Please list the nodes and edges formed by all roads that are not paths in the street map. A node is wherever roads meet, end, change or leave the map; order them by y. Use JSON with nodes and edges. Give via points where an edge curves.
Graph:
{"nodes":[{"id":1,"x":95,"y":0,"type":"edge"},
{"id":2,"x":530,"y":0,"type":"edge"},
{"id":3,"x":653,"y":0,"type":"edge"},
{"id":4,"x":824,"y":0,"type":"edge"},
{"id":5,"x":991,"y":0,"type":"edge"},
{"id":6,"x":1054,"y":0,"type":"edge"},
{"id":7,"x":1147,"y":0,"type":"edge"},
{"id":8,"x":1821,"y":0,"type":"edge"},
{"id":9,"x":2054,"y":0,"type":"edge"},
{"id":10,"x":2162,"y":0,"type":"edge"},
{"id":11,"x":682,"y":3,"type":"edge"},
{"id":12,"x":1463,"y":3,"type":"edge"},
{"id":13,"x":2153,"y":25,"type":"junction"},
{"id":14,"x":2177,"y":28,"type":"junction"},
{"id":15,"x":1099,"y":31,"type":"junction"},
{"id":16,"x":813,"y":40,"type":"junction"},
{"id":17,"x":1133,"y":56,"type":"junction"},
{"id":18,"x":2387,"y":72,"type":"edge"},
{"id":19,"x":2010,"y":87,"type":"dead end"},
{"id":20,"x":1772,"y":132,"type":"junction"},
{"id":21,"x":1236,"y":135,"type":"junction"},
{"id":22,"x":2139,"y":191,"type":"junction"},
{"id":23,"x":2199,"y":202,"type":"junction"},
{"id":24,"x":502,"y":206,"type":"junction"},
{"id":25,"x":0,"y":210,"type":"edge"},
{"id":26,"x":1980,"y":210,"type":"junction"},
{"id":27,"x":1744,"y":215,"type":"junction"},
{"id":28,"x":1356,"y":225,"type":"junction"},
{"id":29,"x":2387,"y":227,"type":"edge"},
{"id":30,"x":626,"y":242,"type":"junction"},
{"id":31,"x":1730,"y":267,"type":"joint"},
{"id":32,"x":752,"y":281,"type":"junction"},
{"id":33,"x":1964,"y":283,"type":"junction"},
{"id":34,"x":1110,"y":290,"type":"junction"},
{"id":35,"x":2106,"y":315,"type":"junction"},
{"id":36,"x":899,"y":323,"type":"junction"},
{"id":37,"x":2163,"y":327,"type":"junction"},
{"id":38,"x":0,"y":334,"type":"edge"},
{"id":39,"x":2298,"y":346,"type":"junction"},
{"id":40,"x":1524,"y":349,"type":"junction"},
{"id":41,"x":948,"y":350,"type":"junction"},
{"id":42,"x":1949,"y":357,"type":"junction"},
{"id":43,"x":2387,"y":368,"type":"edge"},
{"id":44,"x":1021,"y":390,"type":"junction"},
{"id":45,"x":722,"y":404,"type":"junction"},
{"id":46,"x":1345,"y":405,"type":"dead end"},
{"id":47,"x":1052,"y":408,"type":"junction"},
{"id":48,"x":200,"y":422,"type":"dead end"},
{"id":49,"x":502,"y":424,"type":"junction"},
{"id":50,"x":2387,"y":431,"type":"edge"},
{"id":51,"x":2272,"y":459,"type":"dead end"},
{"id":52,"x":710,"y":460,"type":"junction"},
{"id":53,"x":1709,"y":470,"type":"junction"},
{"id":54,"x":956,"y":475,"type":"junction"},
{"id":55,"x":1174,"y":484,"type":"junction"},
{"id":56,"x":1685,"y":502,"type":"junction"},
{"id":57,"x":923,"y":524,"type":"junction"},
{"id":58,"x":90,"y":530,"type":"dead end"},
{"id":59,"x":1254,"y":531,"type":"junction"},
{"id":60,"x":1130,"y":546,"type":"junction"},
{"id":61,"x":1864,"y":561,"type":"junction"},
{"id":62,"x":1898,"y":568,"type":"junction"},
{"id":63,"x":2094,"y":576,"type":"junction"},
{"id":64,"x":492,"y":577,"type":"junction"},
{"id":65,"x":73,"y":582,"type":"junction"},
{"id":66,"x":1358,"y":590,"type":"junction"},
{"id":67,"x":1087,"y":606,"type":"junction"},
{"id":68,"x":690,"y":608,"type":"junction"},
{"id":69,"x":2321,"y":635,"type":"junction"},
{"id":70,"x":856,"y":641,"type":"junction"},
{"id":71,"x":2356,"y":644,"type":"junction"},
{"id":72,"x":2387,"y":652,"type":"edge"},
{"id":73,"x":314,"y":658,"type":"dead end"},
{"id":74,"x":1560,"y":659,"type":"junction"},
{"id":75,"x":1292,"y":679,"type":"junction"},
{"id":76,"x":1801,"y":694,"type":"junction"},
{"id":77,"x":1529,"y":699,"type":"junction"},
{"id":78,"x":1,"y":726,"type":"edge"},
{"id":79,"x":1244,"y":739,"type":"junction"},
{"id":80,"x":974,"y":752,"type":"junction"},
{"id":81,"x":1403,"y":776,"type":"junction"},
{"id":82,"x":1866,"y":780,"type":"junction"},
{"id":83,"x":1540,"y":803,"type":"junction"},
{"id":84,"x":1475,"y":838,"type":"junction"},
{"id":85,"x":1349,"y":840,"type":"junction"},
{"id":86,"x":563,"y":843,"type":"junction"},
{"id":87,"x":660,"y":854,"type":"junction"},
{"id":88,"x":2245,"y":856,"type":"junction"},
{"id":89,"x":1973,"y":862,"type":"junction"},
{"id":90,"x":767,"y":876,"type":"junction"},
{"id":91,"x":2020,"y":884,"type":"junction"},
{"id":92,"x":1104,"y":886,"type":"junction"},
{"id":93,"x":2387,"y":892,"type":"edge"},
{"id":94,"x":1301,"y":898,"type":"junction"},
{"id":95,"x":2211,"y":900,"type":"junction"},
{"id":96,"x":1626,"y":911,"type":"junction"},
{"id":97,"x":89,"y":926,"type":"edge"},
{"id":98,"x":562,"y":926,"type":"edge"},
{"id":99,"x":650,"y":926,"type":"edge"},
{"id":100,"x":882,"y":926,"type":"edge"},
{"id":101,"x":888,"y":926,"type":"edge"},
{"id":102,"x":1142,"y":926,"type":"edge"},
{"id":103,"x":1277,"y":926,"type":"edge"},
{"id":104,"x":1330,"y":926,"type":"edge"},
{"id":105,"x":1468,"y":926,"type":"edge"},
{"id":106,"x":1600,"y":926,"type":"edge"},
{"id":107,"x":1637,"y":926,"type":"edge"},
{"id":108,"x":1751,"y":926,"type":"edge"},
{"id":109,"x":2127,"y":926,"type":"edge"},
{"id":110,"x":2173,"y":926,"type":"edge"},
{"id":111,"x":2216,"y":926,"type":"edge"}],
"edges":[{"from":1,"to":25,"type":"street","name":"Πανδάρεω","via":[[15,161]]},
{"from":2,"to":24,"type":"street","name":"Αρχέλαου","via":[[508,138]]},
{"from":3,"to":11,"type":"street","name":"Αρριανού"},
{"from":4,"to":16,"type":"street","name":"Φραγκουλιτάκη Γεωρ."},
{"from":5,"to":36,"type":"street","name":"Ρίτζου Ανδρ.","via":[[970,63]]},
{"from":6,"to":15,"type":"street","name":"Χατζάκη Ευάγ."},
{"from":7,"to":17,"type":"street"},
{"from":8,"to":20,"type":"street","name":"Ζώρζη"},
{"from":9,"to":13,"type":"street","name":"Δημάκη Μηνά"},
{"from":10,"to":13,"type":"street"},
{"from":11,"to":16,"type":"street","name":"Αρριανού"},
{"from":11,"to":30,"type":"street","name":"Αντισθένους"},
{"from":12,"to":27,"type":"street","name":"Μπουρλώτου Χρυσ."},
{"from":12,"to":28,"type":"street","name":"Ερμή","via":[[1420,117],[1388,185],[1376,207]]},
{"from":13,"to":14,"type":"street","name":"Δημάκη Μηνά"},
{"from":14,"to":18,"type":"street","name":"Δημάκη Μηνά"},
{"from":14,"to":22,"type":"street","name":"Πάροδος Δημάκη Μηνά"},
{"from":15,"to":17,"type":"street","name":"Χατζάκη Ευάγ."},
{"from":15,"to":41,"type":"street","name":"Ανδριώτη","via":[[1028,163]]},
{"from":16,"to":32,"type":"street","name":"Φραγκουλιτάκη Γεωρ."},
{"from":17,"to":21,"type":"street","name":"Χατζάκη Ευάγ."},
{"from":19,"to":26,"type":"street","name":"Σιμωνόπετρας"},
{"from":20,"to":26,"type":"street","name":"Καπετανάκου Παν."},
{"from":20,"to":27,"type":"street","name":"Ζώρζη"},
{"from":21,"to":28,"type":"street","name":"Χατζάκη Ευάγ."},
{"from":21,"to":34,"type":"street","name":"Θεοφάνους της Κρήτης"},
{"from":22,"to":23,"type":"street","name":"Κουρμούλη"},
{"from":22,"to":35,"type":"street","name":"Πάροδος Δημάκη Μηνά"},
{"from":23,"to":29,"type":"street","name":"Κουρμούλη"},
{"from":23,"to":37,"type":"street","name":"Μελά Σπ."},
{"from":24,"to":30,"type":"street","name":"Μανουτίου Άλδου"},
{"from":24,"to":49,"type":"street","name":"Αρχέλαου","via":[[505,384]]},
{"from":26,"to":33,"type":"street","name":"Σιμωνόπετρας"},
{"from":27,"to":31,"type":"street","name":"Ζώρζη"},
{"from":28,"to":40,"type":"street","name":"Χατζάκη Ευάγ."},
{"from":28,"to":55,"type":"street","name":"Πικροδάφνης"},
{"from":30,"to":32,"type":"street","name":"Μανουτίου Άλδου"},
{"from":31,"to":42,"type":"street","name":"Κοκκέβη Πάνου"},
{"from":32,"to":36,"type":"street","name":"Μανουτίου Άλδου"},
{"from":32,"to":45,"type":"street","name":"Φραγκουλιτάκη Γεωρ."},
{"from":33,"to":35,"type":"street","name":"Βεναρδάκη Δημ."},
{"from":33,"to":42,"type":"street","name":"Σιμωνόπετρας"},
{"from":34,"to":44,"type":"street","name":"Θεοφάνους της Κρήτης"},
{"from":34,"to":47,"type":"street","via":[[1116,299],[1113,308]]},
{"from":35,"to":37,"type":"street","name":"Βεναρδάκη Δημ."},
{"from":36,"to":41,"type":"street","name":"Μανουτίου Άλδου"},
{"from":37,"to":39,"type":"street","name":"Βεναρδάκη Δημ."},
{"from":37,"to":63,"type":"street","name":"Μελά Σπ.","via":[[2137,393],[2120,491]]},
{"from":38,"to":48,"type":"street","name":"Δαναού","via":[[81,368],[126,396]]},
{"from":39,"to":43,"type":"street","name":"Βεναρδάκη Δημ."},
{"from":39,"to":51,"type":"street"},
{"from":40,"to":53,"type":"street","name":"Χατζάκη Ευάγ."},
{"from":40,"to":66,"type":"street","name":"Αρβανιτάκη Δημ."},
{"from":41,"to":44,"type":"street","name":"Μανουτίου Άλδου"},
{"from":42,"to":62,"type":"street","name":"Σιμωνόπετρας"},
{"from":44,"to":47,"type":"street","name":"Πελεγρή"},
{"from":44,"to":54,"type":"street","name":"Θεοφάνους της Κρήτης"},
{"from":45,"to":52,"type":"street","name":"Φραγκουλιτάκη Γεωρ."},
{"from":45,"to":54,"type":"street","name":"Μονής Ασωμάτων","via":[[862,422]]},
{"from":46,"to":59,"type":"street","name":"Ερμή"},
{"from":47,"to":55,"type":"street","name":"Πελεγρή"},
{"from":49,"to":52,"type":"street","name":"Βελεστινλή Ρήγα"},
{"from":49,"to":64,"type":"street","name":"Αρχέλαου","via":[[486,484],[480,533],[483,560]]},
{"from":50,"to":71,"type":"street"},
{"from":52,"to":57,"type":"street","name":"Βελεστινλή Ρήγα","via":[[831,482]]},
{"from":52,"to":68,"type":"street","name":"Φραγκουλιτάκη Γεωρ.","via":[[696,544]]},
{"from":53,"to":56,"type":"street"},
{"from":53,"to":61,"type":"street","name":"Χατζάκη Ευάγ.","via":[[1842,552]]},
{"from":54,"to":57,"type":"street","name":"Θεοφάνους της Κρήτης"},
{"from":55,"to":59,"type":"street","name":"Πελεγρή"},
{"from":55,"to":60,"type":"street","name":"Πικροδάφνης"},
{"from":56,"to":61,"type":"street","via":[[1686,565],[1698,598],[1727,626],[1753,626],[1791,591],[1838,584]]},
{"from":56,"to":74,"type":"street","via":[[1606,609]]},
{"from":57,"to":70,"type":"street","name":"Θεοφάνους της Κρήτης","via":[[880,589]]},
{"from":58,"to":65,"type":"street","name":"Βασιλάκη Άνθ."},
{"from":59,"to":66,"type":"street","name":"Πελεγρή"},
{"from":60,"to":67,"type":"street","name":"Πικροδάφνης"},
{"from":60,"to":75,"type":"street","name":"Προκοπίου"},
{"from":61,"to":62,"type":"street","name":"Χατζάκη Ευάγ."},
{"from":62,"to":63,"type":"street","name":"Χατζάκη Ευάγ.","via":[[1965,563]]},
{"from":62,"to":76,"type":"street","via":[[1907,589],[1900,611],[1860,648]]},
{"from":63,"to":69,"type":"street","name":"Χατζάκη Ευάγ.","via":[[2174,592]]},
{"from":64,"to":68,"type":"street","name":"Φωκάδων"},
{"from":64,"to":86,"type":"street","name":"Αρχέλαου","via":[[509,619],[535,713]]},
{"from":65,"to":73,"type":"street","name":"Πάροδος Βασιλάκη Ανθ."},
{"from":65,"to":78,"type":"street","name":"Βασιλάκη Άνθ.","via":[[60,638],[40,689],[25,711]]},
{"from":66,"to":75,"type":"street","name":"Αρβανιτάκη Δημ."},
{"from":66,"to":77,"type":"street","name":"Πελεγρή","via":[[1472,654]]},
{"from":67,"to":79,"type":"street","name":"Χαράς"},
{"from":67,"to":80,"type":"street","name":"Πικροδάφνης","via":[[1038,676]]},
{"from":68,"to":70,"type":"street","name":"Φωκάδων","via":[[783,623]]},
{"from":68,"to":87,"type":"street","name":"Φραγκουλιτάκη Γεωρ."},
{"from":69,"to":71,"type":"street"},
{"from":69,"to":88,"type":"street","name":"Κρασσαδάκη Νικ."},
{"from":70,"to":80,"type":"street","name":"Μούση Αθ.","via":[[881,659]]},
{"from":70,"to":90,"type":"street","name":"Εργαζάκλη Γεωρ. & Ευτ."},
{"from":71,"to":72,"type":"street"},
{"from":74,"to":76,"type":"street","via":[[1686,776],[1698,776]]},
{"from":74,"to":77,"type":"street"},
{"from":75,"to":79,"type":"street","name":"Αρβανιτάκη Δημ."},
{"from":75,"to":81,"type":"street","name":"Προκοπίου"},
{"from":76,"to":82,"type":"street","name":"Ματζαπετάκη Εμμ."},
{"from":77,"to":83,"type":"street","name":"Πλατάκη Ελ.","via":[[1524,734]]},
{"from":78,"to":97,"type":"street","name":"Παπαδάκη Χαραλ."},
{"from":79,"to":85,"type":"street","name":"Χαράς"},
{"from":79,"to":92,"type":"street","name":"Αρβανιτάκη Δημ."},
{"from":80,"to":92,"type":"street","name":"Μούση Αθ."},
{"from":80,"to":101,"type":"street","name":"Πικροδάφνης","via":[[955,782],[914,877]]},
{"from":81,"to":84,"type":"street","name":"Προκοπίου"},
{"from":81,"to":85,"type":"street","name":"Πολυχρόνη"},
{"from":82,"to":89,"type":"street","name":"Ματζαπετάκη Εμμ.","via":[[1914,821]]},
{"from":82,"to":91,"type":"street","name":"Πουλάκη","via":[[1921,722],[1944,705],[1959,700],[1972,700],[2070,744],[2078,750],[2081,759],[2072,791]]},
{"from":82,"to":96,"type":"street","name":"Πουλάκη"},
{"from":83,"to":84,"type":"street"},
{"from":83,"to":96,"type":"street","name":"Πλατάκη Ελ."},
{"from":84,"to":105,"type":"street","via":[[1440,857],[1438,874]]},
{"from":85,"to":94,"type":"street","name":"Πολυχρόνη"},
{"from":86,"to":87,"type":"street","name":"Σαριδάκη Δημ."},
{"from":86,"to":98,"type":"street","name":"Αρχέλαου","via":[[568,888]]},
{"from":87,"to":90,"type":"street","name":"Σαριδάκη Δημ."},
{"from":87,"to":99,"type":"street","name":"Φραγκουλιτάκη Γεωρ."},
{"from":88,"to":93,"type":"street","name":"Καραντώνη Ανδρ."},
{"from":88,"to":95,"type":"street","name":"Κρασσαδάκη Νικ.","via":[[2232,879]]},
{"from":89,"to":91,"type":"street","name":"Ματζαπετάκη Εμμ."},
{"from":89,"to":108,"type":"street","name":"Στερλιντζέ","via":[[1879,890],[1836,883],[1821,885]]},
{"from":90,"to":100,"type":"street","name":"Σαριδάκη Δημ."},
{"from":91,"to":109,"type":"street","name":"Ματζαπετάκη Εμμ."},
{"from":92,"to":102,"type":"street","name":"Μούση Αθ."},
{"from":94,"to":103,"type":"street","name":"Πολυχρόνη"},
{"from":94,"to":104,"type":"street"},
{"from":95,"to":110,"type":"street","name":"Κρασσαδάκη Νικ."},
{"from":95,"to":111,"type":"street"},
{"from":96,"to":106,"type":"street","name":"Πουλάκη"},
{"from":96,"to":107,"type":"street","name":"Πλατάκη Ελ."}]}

Task statement:
If a line above holds the word "Αρβανιτάκη", copy it.

Answer to this problem:
{"from":40,"to":66,"type":"street","name":"Αρβανιτάκη Δημ."},
{"from":66,"to":75,"type":"street","name":"Αρβανιτάκη Δημ."},
{"from":75,"to":79,"type":"street","name":"Αρβανιτάκη Δημ."},
{"from":79,"to":92,"type":"street","name":"Αρβανιτάκη Δημ."},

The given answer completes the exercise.